▶ [PROBLEM DESCRIPTION]
The copy has to match the data exactly and leave out every picture.

----

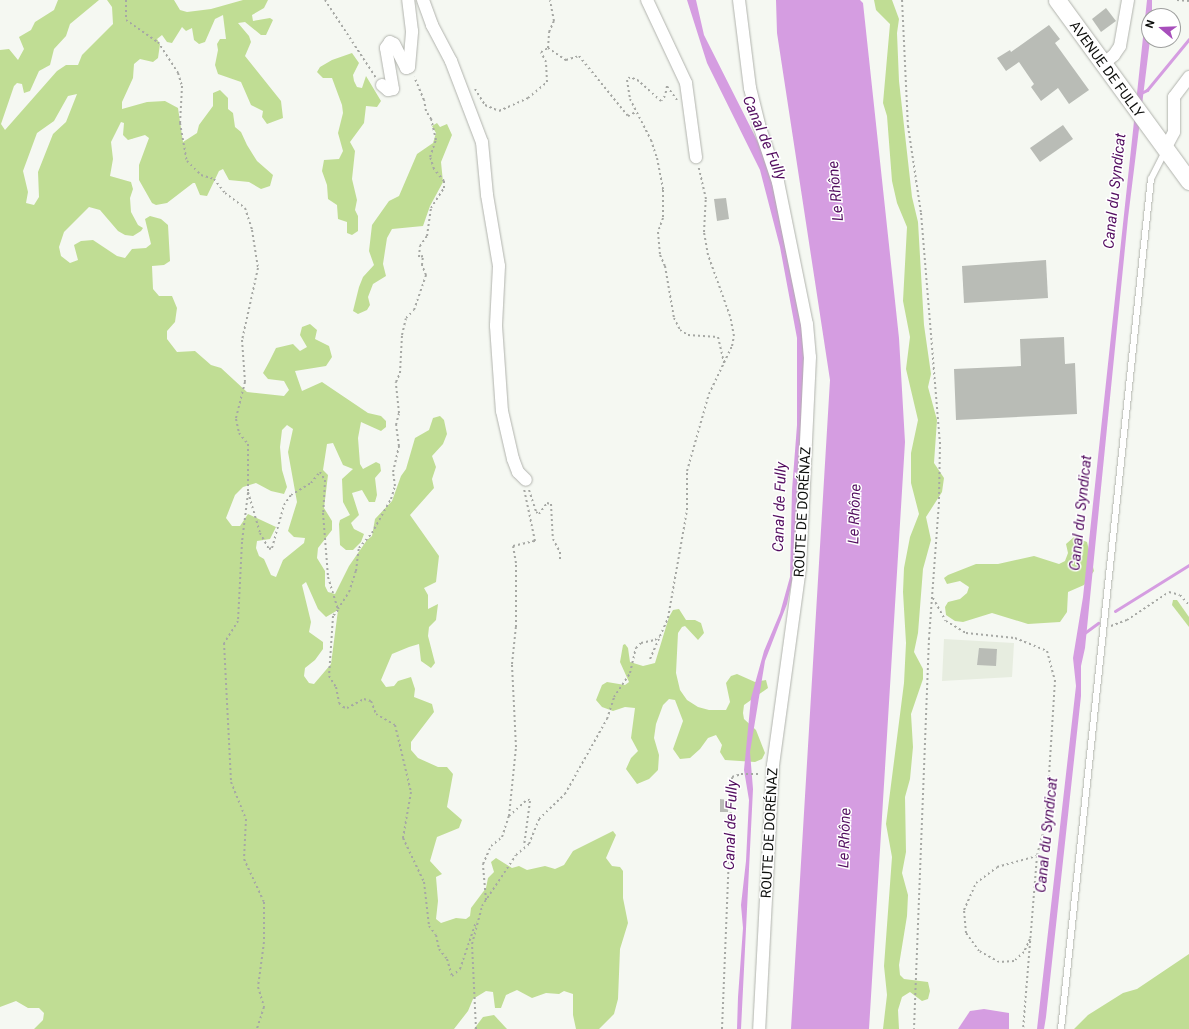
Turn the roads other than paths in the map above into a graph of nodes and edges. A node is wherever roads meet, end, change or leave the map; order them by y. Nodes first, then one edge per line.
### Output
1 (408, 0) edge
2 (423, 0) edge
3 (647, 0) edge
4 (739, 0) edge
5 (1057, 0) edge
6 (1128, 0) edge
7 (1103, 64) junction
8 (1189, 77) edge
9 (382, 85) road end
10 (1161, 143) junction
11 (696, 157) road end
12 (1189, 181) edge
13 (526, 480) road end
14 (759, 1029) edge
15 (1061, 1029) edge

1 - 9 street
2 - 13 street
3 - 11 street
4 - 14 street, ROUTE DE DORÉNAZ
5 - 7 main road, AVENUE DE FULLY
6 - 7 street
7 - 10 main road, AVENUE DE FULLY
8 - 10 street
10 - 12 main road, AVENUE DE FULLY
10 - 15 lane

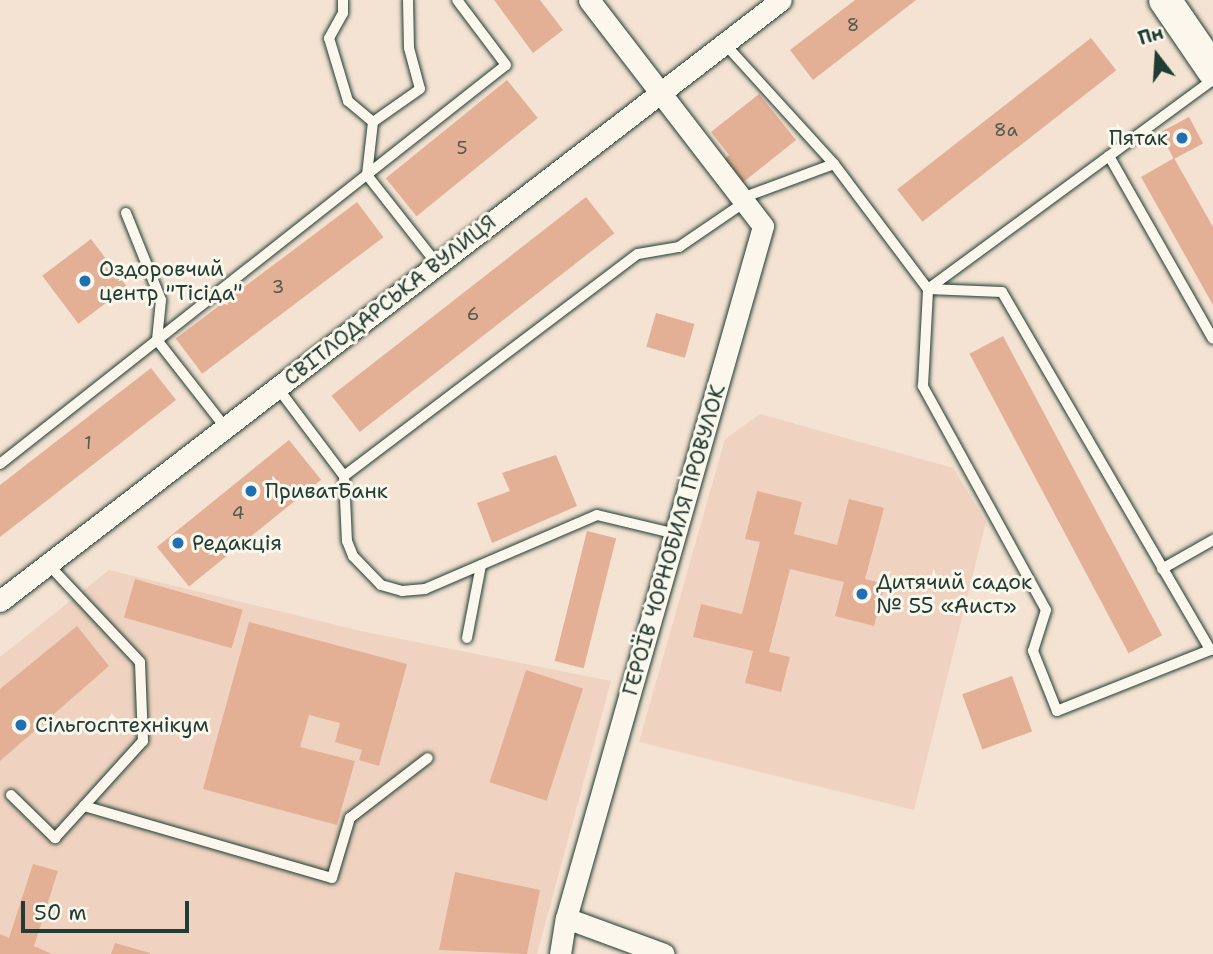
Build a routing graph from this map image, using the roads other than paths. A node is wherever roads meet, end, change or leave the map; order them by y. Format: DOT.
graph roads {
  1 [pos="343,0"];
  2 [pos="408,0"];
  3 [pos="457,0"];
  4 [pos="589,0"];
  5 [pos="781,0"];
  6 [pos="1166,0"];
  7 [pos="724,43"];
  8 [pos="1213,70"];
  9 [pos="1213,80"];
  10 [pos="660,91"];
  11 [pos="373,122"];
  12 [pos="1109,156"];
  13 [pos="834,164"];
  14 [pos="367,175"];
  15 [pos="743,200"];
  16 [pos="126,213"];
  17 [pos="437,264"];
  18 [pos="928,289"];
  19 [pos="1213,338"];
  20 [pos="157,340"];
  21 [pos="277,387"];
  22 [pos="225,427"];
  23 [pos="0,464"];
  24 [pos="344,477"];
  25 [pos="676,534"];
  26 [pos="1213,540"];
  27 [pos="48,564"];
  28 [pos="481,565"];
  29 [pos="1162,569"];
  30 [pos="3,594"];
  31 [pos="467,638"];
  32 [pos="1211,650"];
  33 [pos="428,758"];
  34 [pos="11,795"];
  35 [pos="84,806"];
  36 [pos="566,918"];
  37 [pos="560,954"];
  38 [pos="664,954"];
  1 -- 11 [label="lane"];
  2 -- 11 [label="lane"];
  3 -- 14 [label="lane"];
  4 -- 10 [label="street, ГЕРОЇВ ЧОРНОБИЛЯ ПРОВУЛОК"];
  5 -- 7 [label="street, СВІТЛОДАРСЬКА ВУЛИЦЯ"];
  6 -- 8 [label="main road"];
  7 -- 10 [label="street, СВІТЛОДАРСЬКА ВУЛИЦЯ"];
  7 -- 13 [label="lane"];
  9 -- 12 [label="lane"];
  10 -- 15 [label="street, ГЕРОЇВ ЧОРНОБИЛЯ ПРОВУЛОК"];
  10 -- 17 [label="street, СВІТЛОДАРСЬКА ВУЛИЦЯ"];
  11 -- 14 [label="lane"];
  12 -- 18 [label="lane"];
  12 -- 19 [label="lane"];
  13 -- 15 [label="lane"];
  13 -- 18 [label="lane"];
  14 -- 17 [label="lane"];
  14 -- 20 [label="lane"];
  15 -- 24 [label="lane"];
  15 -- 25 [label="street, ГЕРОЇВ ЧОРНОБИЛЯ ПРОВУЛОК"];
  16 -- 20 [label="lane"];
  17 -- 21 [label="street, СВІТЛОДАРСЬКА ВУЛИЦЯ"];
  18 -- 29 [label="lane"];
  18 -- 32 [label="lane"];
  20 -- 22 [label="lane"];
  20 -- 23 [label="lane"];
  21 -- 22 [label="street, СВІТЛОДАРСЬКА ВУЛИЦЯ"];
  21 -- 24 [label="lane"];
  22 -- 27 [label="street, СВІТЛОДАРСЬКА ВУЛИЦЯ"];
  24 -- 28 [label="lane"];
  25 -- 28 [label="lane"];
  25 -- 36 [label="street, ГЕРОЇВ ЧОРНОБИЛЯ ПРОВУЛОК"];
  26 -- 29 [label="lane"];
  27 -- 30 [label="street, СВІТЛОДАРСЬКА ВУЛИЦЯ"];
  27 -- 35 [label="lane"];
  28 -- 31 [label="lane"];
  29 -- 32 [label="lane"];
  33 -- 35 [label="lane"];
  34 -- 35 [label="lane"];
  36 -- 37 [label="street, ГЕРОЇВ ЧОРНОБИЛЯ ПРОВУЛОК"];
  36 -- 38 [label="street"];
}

----

▶ [THE ANSWER]
Turn the roads other than paths in the map above into a graph of nodes and edges. A node is wherever roads meet, end, change or leave the map; order them by y. Nodes first, then one edge per line.
### Output
1 (408, 0) edge
2 (423, 0) edge
3 (647, 0) edge
4 (739, 0) edge
5 (1057, 0) edge
6 (1128, 0) edge
7 (1103, 64) junction
8 (1189, 77) edge
9 (382, 85) road end
10 (1161, 143) junction
11 (696, 157) road end
12 (1189, 181) edge
13 (526, 480) road end
14 (759, 1029) edge
15 (1061, 1029) edge

1 - 9 street
2 - 13 street
3 - 11 street
4 - 14 street, ROUTE DE DORÉNAZ
5 - 7 main road, AVENUE DE FULLY
6 - 7 street
7 - 10 main road, AVENUE DE FULLY
8 - 10 street
10 - 12 main road, AVENUE DE FULLY
10 - 15 lane

Build a routing graph from this map image, using the roads other than paths. A node is wherever roads meet, end, change or leave the map; order them by y. Format: DOT.
graph roads {
  1 [pos="343,0"];
  2 [pos="408,0"];
  3 [pos="457,0"];
  4 [pos="589,0"];
  5 [pos="781,0"];
  6 [pos="1166,0"];
  7 [pos="724,43"];
  8 [pos="1213,70"];
  9 [pos="1213,80"];
  10 [pos="660,91"];
  11 [pos="373,122"];
  12 [pos="1109,156"];
  13 [pos="834,164"];
  14 [pos="367,175"];
  15 [pos="743,200"];
  16 [pos="126,213"];
  17 [pos="437,264"];
  18 [pos="928,289"];
  19 [pos="1213,338"];
  20 [pos="157,340"];
  21 [pos="277,387"];
  22 [pos="225,427"];
  23 [pos="0,464"];
  24 [pos="344,477"];
  25 [pos="676,534"];
  26 [pos="1213,540"];
  27 [pos="48,564"];
  28 [pos="481,565"];
  29 [pos="1162,569"];
  30 [pos="3,594"];
  31 [pos="467,638"];
  32 [pos="1211,650"];
  33 [pos="428,758"];
  34 [pos="11,795"];
  35 [pos="84,806"];
  36 [pos="566,918"];
  37 [pos="560,954"];
  38 [pos="664,954"];
  1 -- 11 [label="lane"];
  2 -- 11 [label="lane"];
  3 -- 14 [label="lane"];
  4 -- 10 [label="street, ГЕРОЇВ ЧОРНОБИЛЯ ПРОВУЛОК"];
  5 -- 7 [label="street, СВІТЛОДАРСЬКА ВУЛИЦЯ"];
  6 -- 8 [label="main road"];
  7 -- 10 [label="street, СВІТЛОДАРСЬКА ВУЛИЦЯ"];
  7 -- 13 [label="lane"];
  9 -- 12 [label="lane"];
  10 -- 15 [label="street, ГЕРОЇВ ЧОРНОБИЛЯ ПРОВУЛОК"];
  10 -- 17 [label="street, СВІТЛОДАРСЬКА ВУЛИЦЯ"];
  11 -- 14 [label="lane"];
  12 -- 18 [label="lane"];
  12 -- 19 [label="lane"];
  13 -- 15 [label="lane"];
  13 -- 18 [label="lane"];
  14 -- 17 [label="lane"];
  14 -- 20 [label="lane"];
  15 -- 24 [label="lane"];
  15 -- 25 [label="street, ГЕРОЇВ ЧОРНОБИЛЯ ПРОВУЛОК"];
  16 -- 20 [label="lane"];
  17 -- 21 [label="street, СВІТЛОДАРСЬКА ВУЛИЦЯ"];
  18 -- 29 [label="lane"];
  18 -- 32 [label="lane"];
  20 -- 22 [label="lane"];
  20 -- 23 [label="lane"];
  21 -- 22 [label="street, СВІТЛОДАРСЬКА ВУЛИЦЯ"];
  21 -- 24 [label="lane"];
  22 -- 27 [label="street, СВІТЛОДАРСЬКА ВУЛИЦЯ"];
  24 -- 28 [label="lane"];
  25 -- 28 [label="lane"];
  25 -- 36 [label="street, ГЕРОЇВ ЧОРНОБИЛЯ ПРОВУЛОК"];
  26 -- 29 [label="lane"];
  27 -- 30 [label="street, СВІТЛОДАРСЬКА ВУЛИЦЯ"];
  27 -- 35 [label="lane"];
  28 -- 31 [label="lane"];
  29 -- 32 [label="lane"];
  33 -- 35 [label="lane"];
  34 -- 35 [label="lane"];
  36 -- 37 [label="street, ГЕРОЇВ ЧОРНОБИЛЯ ПРОВУЛОК"];
  36 -- 38 [label="street"];
}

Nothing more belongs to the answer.